### EXERCISE INPUT
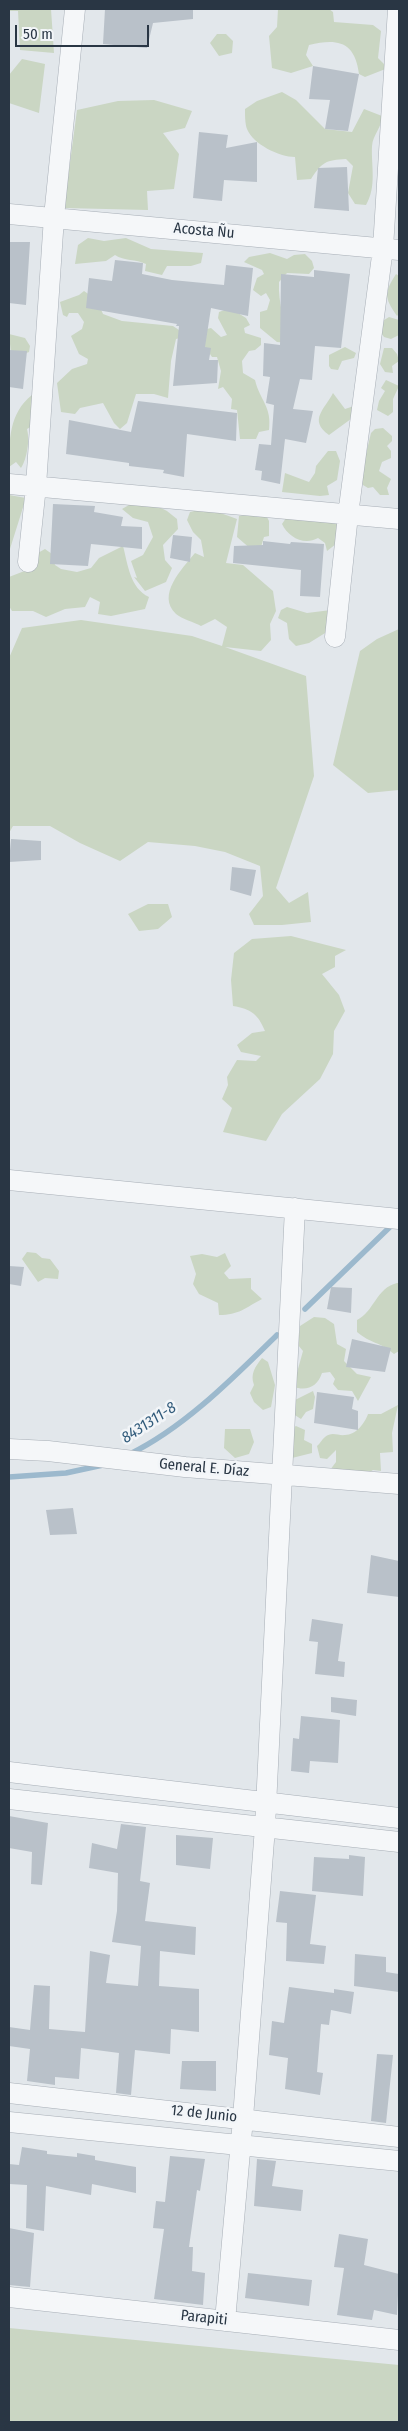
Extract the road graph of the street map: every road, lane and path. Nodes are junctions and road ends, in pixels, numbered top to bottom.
1 (75, 9) edge
2 (398, 9) edge
3 (9, 214) edge
4 (54, 217) junction
5 (391, 249) edge
6 (9, 484) edge
7 (36, 486) junction
8 (348, 515) junction
9 (399, 519) edge
10 (28, 562) dead end
11 (335, 637) dead end
12 (9, 1180) edge
13 (295, 1208) junction
14 (399, 1218) edge
15 (9, 1449) edge
16 (282, 1475) junction
17 (399, 1484) edge
18 (9, 1772) edge
19 (9, 1799) edge
20 (266, 1804) junction
21 (399, 1818) edge
22 (265, 1827) junction
23 (399, 1842) edge
24 (9, 2093) edge
25 (243, 2118) junction
26 (9, 2122) edge
27 (399, 2136) edge
28 (239, 2144) junction
29 (399, 2161) edge
30 (9, 2297) edge
31 (225, 2321) junction
32 (399, 2340) edge

1 - 4 street
2 - 5 street
3 - 4 street, Acosta Ñu
4 - 5 street, Acosta Ñu
4 - 7 street
5 - 8 street
6 - 7 street
7 - 8 street
7 - 10 street
8 - 9 street
8 - 11 street
12 - 13 street
13 - 14 street
13 - 16 street
15 - 16 street, General E. Díaz
16 - 17 street, General E. Díaz
16 - 20 street
18 - 20 street
19 - 22 street
20 - 21 street
20 - 22 street
22 - 23 street
22 - 25 street
24 - 25 street, 12 de Junio
25 - 27 street, 12 de Junio
25 - 28 street
26 - 28 street, 12 de Junio
28 - 29 street, 12 de Junio
28 - 31 street
30 - 31 street, Parapiti
31 - 32 street, Parapiti

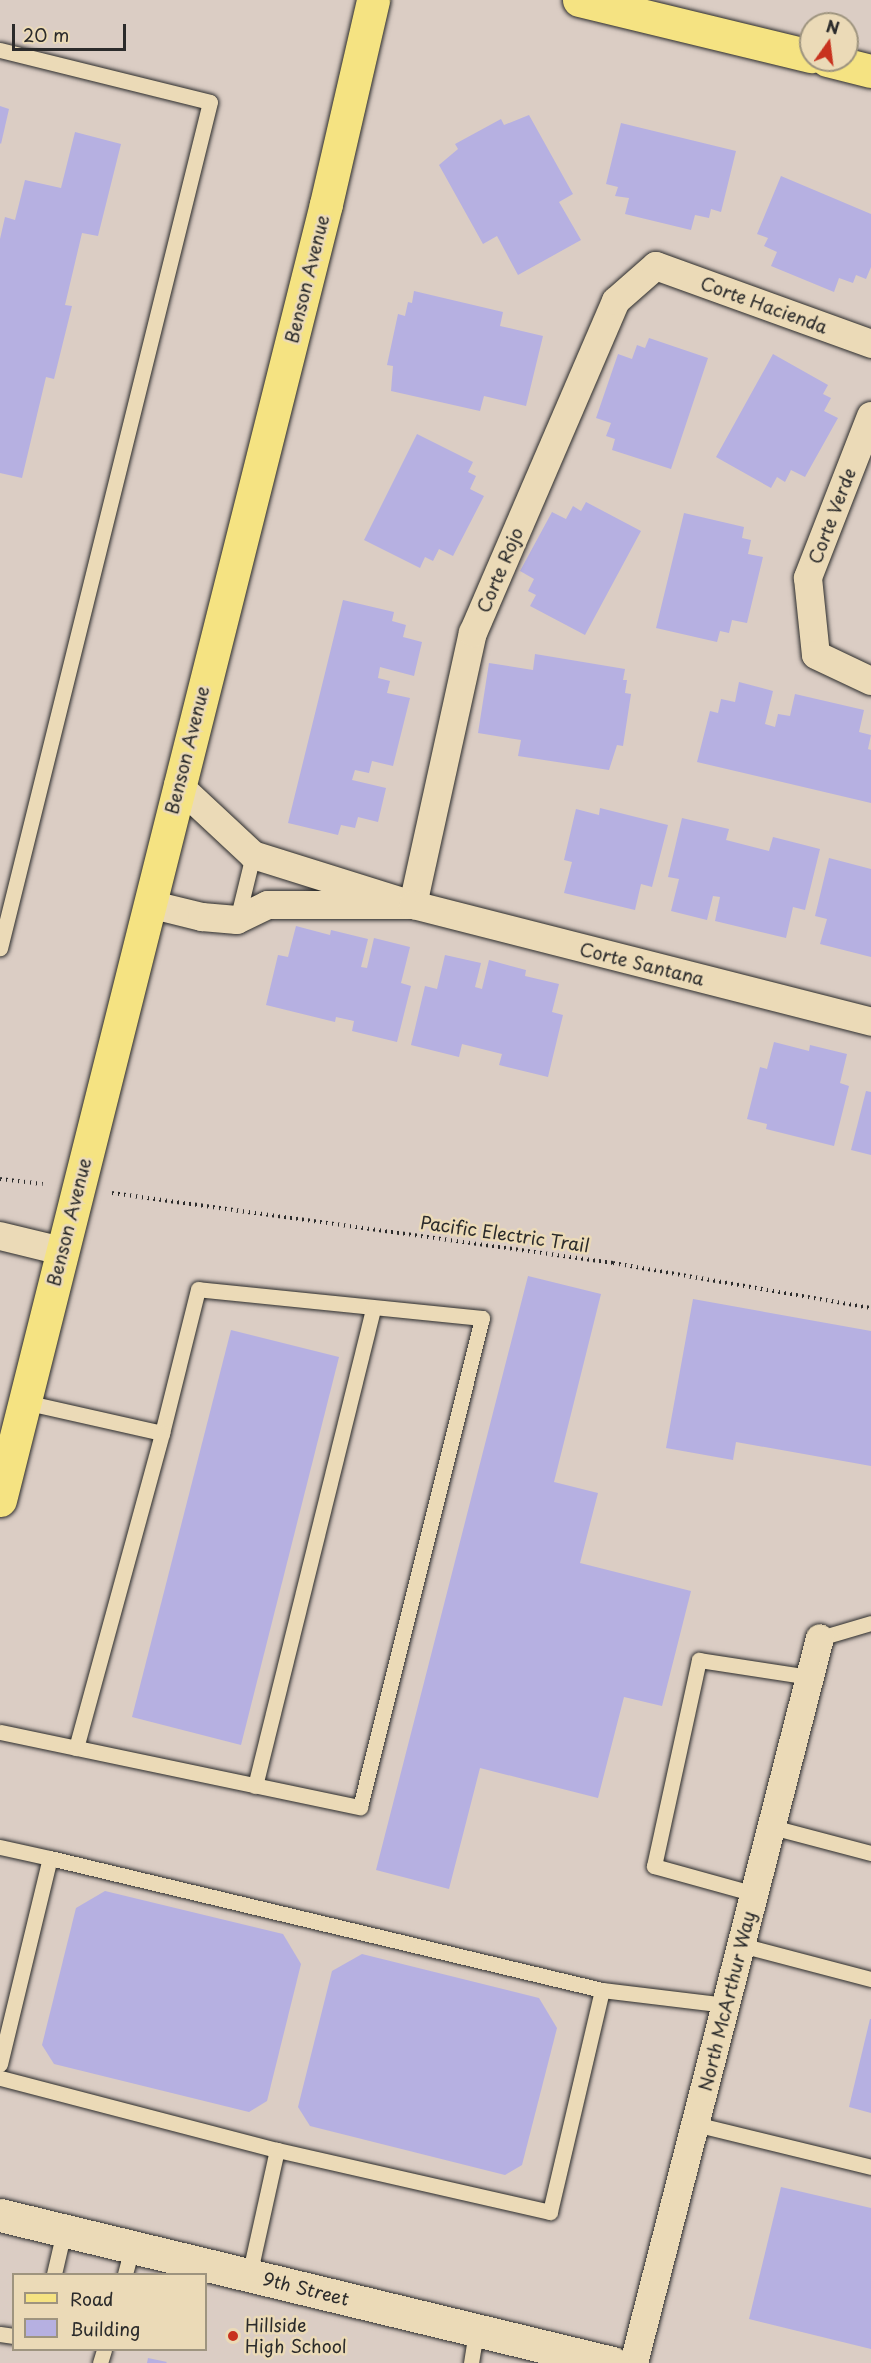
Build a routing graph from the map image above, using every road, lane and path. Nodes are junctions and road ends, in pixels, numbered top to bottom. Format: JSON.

### PROBLEM DESCRIPTION
Exclude all images and retype the data precisely.

### EXPECTED ANSWER
Extract the road graph of the street map: every road, lane and path. Nodes are junctions and road ends, in pixels, numbered top to bottom.
1 (75, 9) edge
2 (398, 9) edge
3 (9, 214) edge
4 (54, 217) junction
5 (391, 249) edge
6 (9, 484) edge
7 (36, 486) junction
8 (348, 515) junction
9 (399, 519) edge
10 (28, 562) dead end
11 (335, 637) dead end
12 (9, 1180) edge
13 (295, 1208) junction
14 (399, 1218) edge
15 (9, 1449) edge
16 (282, 1475) junction
17 (399, 1484) edge
18 (9, 1772) edge
19 (9, 1799) edge
20 (266, 1804) junction
21 (399, 1818) edge
22 (265, 1827) junction
23 (399, 1842) edge
24 (9, 2093) edge
25 (243, 2118) junction
26 (9, 2122) edge
27 (399, 2136) edge
28 (239, 2144) junction
29 (399, 2161) edge
30 (9, 2297) edge
31 (225, 2321) junction
32 (399, 2340) edge

1 - 4 street
2 - 5 street
3 - 4 street, Acosta Ñu
4 - 5 street, Acosta Ñu
4 - 7 street
5 - 8 street
6 - 7 street
7 - 8 street
7 - 10 street
8 - 9 street
8 - 11 street
12 - 13 street
13 - 14 street
13 - 16 street
15 - 16 street, General E. Díaz
16 - 17 street, General E. Díaz
16 - 20 street
18 - 20 street
19 - 22 street
20 - 21 street
20 - 22 street
22 - 23 street
22 - 25 street
24 - 25 street, 12 de Junio
25 - 27 street, 12 de Junio
25 - 28 street
26 - 28 street, 12 de Junio
28 - 29 street, 12 de Junio
28 - 31 street
30 - 31 street, Parapiti
31 - 32 street, Parapiti

Build a routing graph from the map image above, using every road, lane and path. Nodes are junctions and road ends, in pixels, numbered top to bottom. Format: JSON.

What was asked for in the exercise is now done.